Pas de ça chez son confrère norvégien Morten Tyldum, dont la mise en scène ne cherche jamais l’épate, mais se demande constamment comment évoquer au mieux ce génie tourmenté qu’était Turing. D’où cette idée: alors qu’Une merveilleuse histoire du temps déroule son récit de manière chronologique, The Imitation Game superpose trois temporalités – la guerre, l’après-guerre et l’enfance. Un moyen de nous permettre d’appréhender la personnalité du mathématicien sans jamais jouer sur la psychologie facile.
La révélation dans le café
Comment évoquer les théories de Hawking? Sur cette question, Marsh semble bien emprunté et, même si son film est avant tout centré sur une intrigue domestique et un triangle amoureux résumé au cours d’un piètre montage parallèle (le scientifique s’écroule durant un opéra de Wagner tandis que son épouse campe avec un homme qui ne parvient guère à cacher ses sentiments pour elle), tente avec force maladresse de montrer comment une idée peut surgir. En observant un nuage de lait tournoyant dans sa tasse de café, Hawking se dit que, tiens donc, et si l’univers avait été créé par l’explosion d’un trou noir? Plus tard, c’est à travers les mailles d’un pull-over, devant un feu de cheminée, qu’il échafaudera l’idée que le temps aurait un commencement. Pareils raccourcis, avec en arrière-fond l’intuition que la cosmologie est trop complexe pour une production à visée populaire, nuisent au film. Tyldum n’hésite pas, lui, à décrire minutieusement le fonctionnement de la machine inventée par Turing.

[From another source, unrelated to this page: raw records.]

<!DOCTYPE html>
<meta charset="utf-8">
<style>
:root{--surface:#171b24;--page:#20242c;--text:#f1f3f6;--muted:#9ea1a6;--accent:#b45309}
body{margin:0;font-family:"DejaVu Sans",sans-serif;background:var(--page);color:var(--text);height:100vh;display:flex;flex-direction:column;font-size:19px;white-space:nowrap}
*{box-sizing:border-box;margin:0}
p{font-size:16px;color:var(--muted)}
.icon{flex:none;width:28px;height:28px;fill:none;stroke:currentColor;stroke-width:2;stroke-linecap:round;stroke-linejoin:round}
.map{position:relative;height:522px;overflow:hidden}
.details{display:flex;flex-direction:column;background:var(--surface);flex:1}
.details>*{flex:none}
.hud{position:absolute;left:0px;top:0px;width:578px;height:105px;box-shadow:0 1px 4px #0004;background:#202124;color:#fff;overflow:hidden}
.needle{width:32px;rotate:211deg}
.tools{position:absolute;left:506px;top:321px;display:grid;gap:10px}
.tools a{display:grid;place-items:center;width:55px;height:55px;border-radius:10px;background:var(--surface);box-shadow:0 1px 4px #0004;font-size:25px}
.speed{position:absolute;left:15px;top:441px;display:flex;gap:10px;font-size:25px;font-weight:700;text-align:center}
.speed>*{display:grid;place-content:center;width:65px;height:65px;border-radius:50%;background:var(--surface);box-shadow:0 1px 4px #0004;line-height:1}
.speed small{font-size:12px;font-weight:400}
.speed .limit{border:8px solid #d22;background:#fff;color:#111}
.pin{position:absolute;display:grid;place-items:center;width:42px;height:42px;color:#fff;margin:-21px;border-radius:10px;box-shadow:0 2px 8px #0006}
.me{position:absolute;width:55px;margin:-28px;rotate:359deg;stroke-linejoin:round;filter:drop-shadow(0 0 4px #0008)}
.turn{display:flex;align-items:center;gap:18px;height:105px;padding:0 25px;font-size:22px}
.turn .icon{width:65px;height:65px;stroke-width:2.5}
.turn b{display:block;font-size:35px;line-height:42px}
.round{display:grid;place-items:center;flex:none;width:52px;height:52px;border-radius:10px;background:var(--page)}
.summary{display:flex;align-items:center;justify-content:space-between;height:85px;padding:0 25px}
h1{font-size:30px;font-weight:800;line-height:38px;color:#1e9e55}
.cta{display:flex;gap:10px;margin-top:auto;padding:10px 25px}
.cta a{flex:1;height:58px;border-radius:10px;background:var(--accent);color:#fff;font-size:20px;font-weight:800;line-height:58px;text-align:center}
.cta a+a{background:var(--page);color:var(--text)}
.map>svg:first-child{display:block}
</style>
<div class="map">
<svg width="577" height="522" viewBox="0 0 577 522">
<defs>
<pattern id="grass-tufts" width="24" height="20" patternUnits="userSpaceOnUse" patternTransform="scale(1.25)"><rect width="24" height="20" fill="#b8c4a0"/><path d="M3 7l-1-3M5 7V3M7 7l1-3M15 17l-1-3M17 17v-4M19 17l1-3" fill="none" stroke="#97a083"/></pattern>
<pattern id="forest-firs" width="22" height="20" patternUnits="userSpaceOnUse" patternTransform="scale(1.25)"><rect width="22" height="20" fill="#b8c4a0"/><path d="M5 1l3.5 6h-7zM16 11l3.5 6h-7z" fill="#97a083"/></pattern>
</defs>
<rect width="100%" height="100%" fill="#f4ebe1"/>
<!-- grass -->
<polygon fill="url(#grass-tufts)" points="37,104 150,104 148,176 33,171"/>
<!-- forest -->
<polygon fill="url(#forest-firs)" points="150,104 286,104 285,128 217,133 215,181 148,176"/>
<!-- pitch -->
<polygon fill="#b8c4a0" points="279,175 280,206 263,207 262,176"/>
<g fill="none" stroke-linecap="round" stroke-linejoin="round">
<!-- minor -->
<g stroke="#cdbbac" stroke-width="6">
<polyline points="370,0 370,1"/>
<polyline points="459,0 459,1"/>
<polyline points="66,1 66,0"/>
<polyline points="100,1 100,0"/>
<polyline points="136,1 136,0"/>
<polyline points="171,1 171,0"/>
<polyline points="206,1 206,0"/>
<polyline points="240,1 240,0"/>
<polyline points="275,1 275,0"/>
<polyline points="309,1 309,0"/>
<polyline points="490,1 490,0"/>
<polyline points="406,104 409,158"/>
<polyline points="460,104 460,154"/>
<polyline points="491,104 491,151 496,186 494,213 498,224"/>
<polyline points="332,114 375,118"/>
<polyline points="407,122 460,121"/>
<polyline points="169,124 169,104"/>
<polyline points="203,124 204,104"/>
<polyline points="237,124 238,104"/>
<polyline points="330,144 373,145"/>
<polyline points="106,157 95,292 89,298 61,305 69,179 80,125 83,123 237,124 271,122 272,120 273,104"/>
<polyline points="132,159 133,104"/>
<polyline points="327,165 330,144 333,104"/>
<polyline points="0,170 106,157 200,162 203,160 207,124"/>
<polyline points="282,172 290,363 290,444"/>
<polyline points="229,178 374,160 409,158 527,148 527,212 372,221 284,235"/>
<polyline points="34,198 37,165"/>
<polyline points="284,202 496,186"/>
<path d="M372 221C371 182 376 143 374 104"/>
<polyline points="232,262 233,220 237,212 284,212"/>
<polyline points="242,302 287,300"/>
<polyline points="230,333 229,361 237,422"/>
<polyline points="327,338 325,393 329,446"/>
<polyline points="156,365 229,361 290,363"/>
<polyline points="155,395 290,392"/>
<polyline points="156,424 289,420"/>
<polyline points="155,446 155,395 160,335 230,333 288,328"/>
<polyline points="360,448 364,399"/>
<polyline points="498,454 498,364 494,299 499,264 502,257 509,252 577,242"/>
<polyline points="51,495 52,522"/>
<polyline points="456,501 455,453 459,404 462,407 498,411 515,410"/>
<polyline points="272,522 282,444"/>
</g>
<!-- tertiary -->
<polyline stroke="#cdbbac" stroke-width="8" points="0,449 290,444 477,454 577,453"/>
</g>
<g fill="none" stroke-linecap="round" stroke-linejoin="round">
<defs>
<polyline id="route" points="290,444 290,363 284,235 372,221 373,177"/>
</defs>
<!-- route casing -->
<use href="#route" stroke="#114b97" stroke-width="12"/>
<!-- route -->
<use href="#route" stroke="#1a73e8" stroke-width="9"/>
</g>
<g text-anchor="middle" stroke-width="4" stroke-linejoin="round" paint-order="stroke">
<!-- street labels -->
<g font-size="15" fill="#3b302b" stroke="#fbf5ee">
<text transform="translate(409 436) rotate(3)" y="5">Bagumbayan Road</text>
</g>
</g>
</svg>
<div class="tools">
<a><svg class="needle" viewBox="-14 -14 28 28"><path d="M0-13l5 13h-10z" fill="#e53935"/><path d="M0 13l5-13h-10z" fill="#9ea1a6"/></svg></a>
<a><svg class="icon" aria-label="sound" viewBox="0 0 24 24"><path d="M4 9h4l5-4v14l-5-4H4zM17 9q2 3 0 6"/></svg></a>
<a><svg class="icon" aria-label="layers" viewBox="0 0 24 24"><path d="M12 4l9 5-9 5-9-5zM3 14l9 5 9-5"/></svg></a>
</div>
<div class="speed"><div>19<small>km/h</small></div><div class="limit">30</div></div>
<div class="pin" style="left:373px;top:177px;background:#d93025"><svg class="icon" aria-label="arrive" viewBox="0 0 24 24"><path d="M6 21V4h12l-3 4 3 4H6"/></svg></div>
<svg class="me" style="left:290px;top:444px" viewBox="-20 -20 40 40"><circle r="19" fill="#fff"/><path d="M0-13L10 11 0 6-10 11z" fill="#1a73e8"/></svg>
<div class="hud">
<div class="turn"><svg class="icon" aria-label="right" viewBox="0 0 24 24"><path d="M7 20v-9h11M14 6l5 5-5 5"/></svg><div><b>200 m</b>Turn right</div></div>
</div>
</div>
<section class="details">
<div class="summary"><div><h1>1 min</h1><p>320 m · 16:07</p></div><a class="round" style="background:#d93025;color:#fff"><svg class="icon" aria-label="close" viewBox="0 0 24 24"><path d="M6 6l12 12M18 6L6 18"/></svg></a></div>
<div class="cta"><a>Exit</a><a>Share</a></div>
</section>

Un mot, enfin, sur les acteurs. Eddie Redmayne, qui se contorsionne et grimace très bien, est dans la pure performance. Il joue Hawking. Alors que Benedict Cumberbatch parvient à se faire oublier. Il est Turing. Signalons pour l’anecdote qu’en 2004, tout aussi inspiré, il avait tenu le rôle-titre d’un téléfilm intitulé… Hawking.
«Une merveilleuse histoire du temps». De James Marsh. Avec Eddie Redmayne et Felicity Jones. GB, 2 h 03. En salle
«The Imitation Game». De Morten Tyldum. Avec Benedict Cumberbatch et Keira Knightley. USA/GB, 1 h 55. Sortie le 28 janvier.